Segment Open
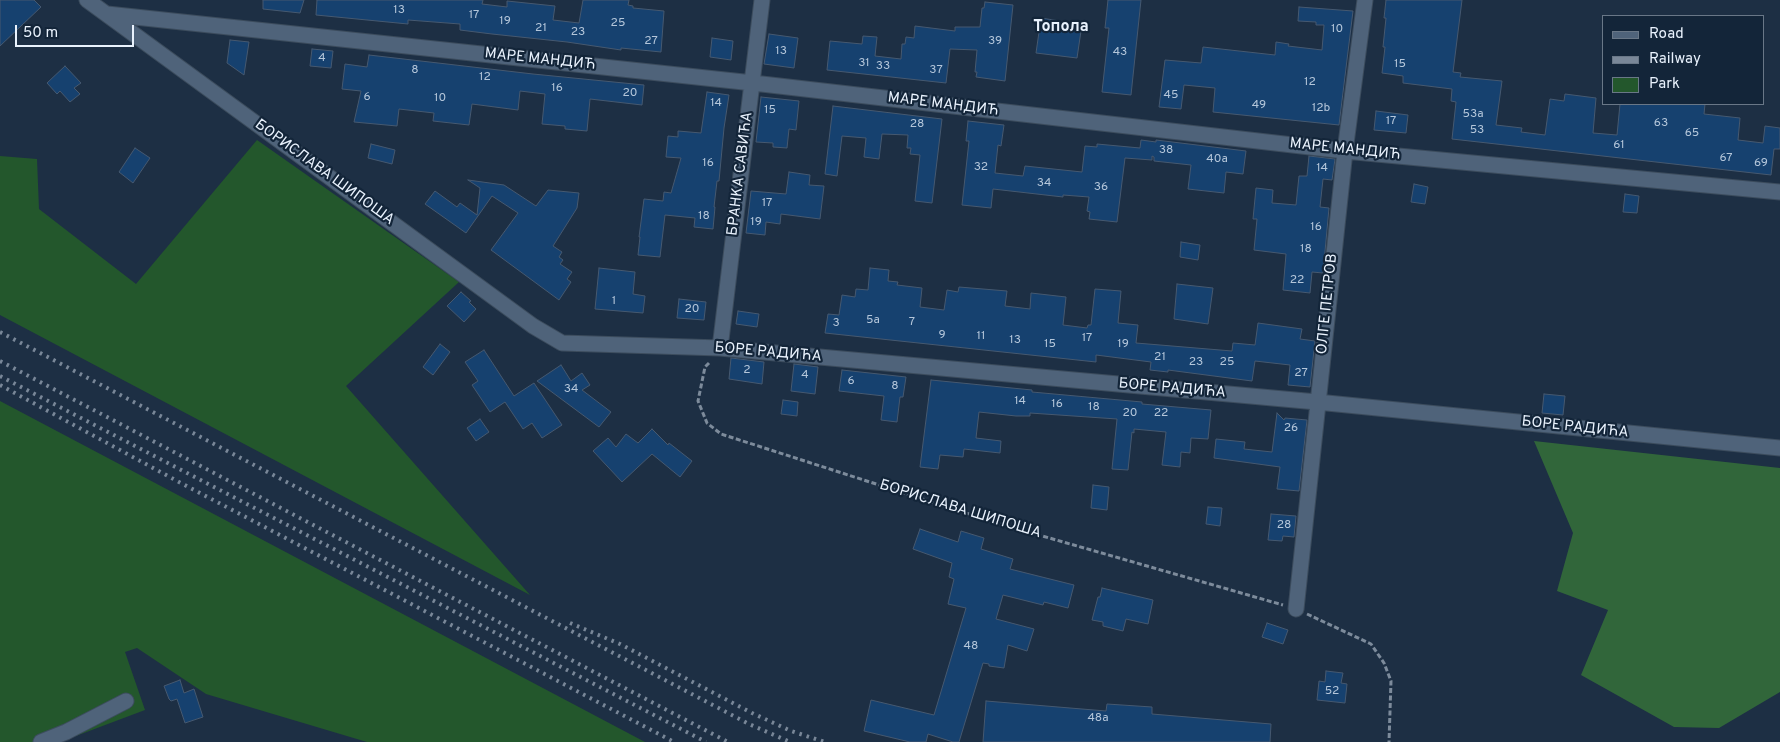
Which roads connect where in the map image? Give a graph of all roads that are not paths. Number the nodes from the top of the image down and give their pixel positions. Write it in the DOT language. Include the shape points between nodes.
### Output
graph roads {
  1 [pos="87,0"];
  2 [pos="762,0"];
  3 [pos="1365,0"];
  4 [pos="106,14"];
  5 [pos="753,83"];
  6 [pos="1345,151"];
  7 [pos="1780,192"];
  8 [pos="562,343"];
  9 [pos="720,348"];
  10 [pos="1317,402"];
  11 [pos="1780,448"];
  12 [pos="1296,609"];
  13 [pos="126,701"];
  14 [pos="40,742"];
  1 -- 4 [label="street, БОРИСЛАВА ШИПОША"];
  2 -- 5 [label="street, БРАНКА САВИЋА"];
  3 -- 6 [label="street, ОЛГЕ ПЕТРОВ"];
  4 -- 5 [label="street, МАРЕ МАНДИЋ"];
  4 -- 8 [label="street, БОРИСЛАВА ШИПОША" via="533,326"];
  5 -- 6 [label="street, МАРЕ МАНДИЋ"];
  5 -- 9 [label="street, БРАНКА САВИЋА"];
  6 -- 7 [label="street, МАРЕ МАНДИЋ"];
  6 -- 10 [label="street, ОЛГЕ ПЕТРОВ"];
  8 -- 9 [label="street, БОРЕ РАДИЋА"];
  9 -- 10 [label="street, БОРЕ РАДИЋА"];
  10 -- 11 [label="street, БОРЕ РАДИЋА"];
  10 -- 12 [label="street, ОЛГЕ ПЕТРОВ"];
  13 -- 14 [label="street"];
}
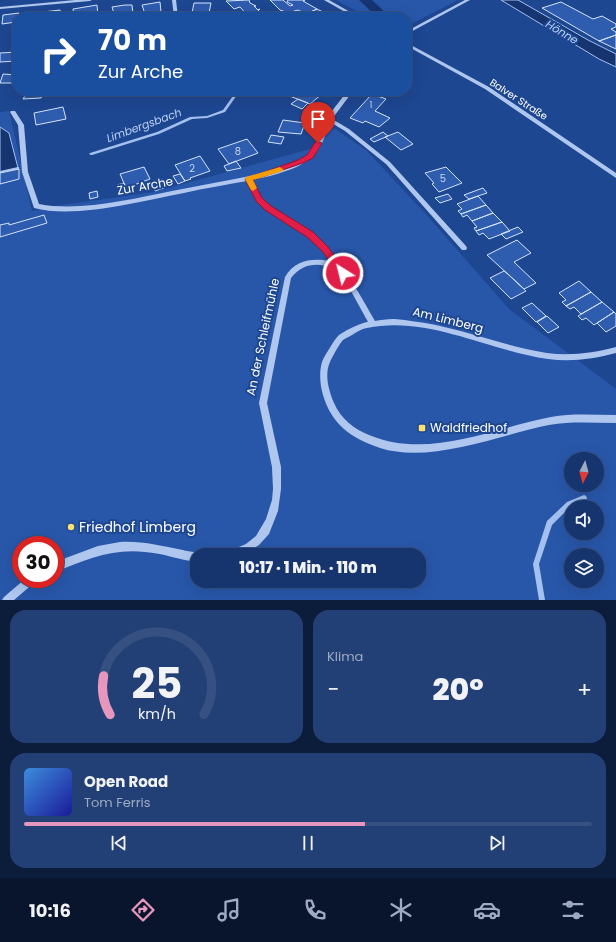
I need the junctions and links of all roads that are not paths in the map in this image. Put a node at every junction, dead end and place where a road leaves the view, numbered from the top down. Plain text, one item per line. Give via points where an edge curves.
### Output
Segment Closed
* **Exercise prompt**: Exact copies of the lines from the one holding "I need the junctions" through the last line above, and only those, make up the answer.

* **Exercise solution**:
I need the junctions and links of all roads that are not paths in the map in this image. Put a node at every junction, dead end and place where a road leaves the view, numbered from the top down. Plain text, one item per line. Give via points where an edge curves.
### Output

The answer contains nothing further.